[Stored data]

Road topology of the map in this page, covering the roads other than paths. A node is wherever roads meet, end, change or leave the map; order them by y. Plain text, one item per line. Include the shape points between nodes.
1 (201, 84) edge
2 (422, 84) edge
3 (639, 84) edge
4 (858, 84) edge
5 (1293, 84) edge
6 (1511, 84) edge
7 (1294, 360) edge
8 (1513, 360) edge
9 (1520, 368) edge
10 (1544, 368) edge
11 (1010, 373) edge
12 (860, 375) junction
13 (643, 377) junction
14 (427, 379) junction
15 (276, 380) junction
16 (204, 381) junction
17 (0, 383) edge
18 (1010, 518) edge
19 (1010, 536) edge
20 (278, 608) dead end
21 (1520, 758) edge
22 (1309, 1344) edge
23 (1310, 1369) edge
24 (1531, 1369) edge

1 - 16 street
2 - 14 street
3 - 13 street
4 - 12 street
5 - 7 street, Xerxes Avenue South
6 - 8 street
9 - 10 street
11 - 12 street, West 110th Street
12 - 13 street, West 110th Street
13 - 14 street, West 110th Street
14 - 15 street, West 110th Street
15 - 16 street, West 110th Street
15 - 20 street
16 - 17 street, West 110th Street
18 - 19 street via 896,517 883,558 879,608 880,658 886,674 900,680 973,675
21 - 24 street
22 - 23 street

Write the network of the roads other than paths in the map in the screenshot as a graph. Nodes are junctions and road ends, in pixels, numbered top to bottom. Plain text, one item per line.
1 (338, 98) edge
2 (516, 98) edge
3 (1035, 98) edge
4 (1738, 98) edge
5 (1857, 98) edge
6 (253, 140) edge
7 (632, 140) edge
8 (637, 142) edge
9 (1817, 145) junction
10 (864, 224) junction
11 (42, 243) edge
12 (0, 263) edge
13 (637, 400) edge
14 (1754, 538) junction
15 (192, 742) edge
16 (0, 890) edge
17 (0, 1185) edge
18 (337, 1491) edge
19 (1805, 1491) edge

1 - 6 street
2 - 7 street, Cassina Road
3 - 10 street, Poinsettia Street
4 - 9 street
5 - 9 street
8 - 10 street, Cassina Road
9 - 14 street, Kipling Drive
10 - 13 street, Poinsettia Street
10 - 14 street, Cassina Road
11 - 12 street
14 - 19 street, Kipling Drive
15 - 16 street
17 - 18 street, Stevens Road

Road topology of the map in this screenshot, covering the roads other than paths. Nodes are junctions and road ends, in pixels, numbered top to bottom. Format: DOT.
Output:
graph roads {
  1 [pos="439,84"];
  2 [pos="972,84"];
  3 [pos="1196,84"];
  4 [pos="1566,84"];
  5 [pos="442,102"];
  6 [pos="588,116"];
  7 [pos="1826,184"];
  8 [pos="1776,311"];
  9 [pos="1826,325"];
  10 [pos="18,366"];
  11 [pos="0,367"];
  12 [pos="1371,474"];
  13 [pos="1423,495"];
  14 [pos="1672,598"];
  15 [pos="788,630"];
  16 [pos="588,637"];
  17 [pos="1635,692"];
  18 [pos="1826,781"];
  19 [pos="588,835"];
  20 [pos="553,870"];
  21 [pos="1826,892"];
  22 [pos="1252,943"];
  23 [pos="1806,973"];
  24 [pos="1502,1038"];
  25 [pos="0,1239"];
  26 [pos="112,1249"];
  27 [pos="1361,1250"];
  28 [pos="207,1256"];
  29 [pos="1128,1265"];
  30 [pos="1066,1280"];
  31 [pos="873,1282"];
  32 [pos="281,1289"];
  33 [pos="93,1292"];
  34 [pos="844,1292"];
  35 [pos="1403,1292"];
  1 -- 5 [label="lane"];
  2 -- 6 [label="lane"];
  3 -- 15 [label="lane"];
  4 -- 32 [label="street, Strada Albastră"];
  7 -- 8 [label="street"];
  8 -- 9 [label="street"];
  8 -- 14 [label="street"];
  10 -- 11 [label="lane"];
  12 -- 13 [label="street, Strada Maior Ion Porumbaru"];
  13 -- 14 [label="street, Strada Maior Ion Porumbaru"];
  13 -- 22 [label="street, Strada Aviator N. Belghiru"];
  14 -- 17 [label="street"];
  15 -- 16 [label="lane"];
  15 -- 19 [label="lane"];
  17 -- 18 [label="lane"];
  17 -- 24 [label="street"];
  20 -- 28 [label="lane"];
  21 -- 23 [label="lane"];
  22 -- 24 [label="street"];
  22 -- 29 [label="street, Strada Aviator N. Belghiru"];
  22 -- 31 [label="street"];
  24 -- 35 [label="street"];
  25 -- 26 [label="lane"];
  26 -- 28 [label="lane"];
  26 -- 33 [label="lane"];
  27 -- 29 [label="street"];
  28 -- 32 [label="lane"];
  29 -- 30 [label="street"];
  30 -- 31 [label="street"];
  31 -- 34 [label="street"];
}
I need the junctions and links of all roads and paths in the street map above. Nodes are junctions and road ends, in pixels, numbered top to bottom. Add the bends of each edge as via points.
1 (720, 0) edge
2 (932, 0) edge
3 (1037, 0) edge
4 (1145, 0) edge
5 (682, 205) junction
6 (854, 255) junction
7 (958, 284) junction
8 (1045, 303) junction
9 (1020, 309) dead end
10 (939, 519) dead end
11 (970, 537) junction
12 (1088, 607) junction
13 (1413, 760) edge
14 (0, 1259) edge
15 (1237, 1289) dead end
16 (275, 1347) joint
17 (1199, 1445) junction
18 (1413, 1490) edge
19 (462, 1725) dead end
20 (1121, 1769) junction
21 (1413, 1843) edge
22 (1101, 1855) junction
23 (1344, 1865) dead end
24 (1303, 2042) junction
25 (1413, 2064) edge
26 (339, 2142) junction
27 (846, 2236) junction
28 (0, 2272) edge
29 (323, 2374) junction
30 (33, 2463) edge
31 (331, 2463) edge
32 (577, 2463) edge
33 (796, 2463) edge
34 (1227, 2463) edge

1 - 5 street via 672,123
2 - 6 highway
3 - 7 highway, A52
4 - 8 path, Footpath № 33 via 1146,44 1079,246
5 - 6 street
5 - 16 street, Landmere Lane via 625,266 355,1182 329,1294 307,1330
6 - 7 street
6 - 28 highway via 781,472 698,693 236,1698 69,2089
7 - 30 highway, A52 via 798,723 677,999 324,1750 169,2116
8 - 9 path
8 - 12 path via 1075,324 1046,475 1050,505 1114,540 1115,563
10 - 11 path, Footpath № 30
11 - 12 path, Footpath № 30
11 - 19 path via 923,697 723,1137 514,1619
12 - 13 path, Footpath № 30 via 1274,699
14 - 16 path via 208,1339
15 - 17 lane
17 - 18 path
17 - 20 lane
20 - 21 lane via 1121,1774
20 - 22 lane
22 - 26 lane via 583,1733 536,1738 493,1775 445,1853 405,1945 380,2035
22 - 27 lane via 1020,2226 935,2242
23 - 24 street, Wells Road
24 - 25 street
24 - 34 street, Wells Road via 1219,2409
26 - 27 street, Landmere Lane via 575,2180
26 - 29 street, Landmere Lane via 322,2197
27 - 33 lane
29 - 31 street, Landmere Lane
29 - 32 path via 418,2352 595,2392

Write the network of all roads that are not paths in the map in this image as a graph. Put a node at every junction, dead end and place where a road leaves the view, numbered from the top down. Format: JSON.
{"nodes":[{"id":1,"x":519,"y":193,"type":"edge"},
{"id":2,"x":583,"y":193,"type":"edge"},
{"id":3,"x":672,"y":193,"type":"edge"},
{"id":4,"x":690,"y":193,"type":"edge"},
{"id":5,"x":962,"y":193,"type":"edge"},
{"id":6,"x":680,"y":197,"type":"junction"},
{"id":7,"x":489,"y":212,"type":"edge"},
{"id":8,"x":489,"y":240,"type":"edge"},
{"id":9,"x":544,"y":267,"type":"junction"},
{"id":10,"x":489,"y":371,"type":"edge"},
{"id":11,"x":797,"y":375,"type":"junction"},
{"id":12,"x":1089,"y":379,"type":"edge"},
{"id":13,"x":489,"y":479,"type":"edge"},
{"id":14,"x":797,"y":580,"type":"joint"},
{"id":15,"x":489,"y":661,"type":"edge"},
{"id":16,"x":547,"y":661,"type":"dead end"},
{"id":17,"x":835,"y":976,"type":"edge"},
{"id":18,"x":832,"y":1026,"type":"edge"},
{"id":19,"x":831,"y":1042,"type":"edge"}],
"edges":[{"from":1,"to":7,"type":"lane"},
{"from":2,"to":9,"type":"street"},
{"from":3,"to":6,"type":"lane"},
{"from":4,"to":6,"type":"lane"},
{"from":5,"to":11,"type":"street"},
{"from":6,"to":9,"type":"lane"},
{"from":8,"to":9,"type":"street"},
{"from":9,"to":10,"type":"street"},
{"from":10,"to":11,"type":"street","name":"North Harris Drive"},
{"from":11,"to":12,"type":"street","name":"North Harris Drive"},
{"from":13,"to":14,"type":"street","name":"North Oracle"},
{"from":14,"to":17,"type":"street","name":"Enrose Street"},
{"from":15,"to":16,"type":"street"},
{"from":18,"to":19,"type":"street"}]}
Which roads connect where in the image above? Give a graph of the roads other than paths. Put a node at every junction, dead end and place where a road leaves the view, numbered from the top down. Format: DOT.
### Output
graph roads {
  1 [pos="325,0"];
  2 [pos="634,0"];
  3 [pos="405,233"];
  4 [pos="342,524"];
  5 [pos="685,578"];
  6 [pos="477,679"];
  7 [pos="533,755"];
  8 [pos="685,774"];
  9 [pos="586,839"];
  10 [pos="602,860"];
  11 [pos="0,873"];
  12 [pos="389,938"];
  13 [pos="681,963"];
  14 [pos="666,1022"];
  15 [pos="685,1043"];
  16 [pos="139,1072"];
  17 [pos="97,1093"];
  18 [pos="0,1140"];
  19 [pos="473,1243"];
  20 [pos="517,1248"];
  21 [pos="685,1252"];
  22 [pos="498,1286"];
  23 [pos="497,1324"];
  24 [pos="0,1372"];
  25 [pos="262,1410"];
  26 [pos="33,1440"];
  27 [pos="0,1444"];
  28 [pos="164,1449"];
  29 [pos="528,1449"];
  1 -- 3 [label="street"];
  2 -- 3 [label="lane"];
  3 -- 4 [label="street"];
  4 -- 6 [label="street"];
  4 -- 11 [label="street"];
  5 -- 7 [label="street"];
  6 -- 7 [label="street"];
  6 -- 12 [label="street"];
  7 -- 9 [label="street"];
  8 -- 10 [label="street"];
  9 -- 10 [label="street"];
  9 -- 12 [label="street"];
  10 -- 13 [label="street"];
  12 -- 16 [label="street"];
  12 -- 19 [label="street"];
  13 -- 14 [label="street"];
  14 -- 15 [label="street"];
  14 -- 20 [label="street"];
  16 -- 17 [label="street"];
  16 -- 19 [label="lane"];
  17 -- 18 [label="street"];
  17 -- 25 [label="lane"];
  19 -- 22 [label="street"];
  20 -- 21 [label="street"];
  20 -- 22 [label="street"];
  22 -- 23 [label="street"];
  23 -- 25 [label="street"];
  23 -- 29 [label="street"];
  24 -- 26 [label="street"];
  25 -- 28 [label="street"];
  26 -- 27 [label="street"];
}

Task requirements: Could you copy every line from the records that has "screenshot" in it?

Your response:
Write the network of the roads other than paths in the map in the screenshot as a graph. Nodes are junctions and road ends, in pixels, numbered top to bottom. Plain text, one item per line.
Road topology of the map in this screenshot, covering the roads other than paths. Nodes are junctions and road ends, in pixels, numbered top to bottom. Format: DOT.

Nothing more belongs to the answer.